Reuters on Monday leaked a confidential new report from a U.N. Panel of Experts documenting a range of Iranian efforts aimed at circumventing international restrictions on its acquisition of illicit material, with the wire highlighting parts of the report in which experts worried that the Islamic Republic has “learned how to outsmart security and intelligence services in acquiring sensitive components and materials.” Tehran’s tactics were described as including everything from “concealing titanium tubes inside steel pipes to using its petrochemical industry as a cover to obtain items for a heavy-water nuclear reactor.”

The experts recommend that governments exercise greater vigilance over freight-forwarding firms, which often appear as the ordering party on shipments of items destined for Iran. While such practices are not necessarily illegal, the panel says Tehran could use them to conceal final destinations or uses.
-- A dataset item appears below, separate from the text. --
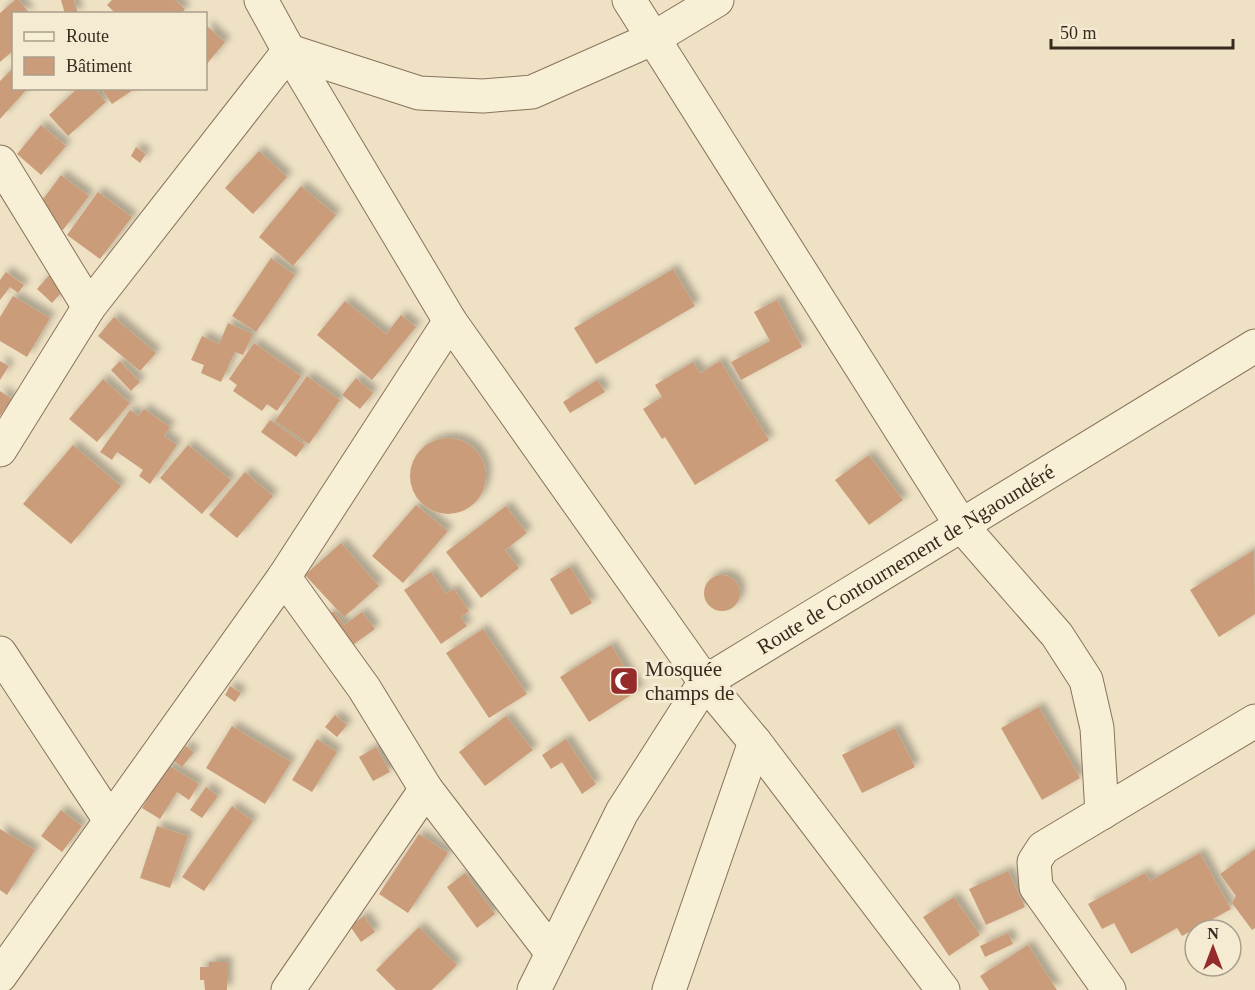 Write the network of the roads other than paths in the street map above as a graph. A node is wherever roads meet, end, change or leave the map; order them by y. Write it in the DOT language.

The news comes as Obama administration officials have begun floating a possible deal between Iran and the P5+1 global powers under which Tehran would be left within a year or even six months of producing weapons-grade nuclear material – Secretary of State John Kerry explicitly defended the scenario to the Senate Foreign Relations Committee last month – which has in turn generated concerns that the Islamic Republic would be able to sprint across the nuclear finish line undetected.

“I think it’s public knowledge today that we’re operating with a time period for a so-called breakout of about two months. That’s been in the public domain,” Kerry testified at a Senate Foreign Relations Committee hearing.

“So six months to 12 months is – I’m not saying that’s what we’d settle for, but even that is significantly more,” Kerry said in response to a question about whether a “breakout” window of up to a year was the negotiators’ goal.

The U.S. intelligence community has in recent years been criticized for miscalling key dynamics in the Middle East and beyond, from Russia’s invasion of Ukraine to the various Arab Spring revolutions. The Washington Free Beacon on Monday published remarks from top Israeli leaders emphasizing that Jerusalem would not take on the existential risk of an Iranian nuclear bomb on the faith that Washington’s intelligence apparatus would this time succeed.

“American intelligence officials have publicly admitted that they cannot guarantee identification in real time of an Iranian breakout move to produce a nuclear weapon,” wrote [former Israeli Gen. Yaakov ] Amidror.

He added that even if Western intelligence could spot an Iranian breakout effort, the Obama administration cannot be relied on to take military action.

In the September 2013 issue of The Tower Magazine, Emanuele Ottolenghi, a senior fellow at the Foundation for Defense of Democracies, documented the numerous ways Iran has used subterfuge to evade sanctions and ramp up imports of materials that could be used for nuclear and ballistic missile programs.